Monday, January 21, 2013

Red bowl surprise

Small Centerpointe backyard plus medium dog equals large headache where dog waste is concerned. 

Sometimes you'll see these kitschy little warnings installed on residents' front lawns. As if they do any good.
You know that I have an obsession with thinking outside the box, right?  Well, this time, I've chosen to think outside the bag.
These bags. 
Screengrabbed from this URL.
Let me explain through the usual logical strategy of presenting the starting conditions, describing the dilemma that those conditions generate, and neatly resolving the predicament via description of the creative solution. 
The waste management deal that was struck in our home was as follows:  The child wanted our family to get a dog - she was the sole driver behind that decision.  Therefore, the child has certain inalienable responsibilities with respect to that dog.  One of those responsibilities involves picking up dog poop on a daily basis, operative word being daily
This deal is non-negotiable, but there are two practical challenges associated with it:
  1. The child cannot always fulfill this responsibility in a timely manner.  With school and other activities, there may be a significant lag time between the initial depositing and subsequent responsible remediation of said waste.  Meanwhile, life goes on, and Mama is frequently working in the back yard.  You've no doubt heard the expression, "If Mama ain't happy, ain't nobody happy"?  Well, if Mama steps in dog doo as she's doing her yard work, the situation morphs into the ultimate scenario in which there ain't nobody happy in this house.  Happiness becomes a distant memory at that point.
  2. Children have eagle eyes in all situations except those in which they would rather not participate.  There have been too many times when the child has, indeed, fulfilled her daily responsibility, except she "missed one".  One in which Mama then proceeded to step.  Cue the widespread unhappiness.
So basically, we needed a workaround to these practical challenges, and this is what I came up with.
With a nod to general industry safety protocols and the OSHA Lockout-Tagout (LO-TO) standard in particular, I obtained this collection of fire-engine-red plastic bowls from Walmart.  They were about one dollar apiece.
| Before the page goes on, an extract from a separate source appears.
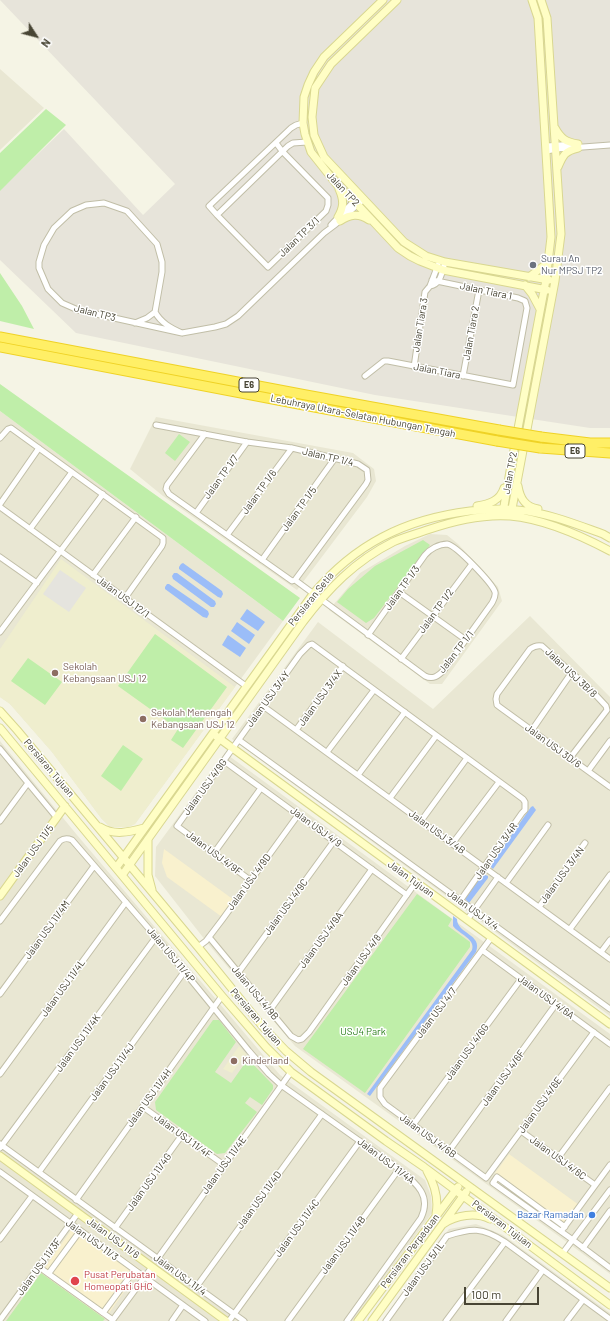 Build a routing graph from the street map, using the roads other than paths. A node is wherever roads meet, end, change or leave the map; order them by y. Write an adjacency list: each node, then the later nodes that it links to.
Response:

LO-TO was designed for the control of hazardous energy.  The only real difference here is that I am controlling hazardous matter.  The principles are similar: identification and isolation prior to resolution of the maintenance demands that triggered the need for the procedure. 
Our dog delights in distributing a dung diaspora.  She isn't content to simply create her own cohesive daily pile.  Instead, she constantly turns around to inspect each nugget as it is produced, as if each and every fecal commodity were a new and unprecedented phenomenon (Do all dogs do this?  Or just our brain-damaged one?).  This quickly results in comprehensive coverage of our small back yard. 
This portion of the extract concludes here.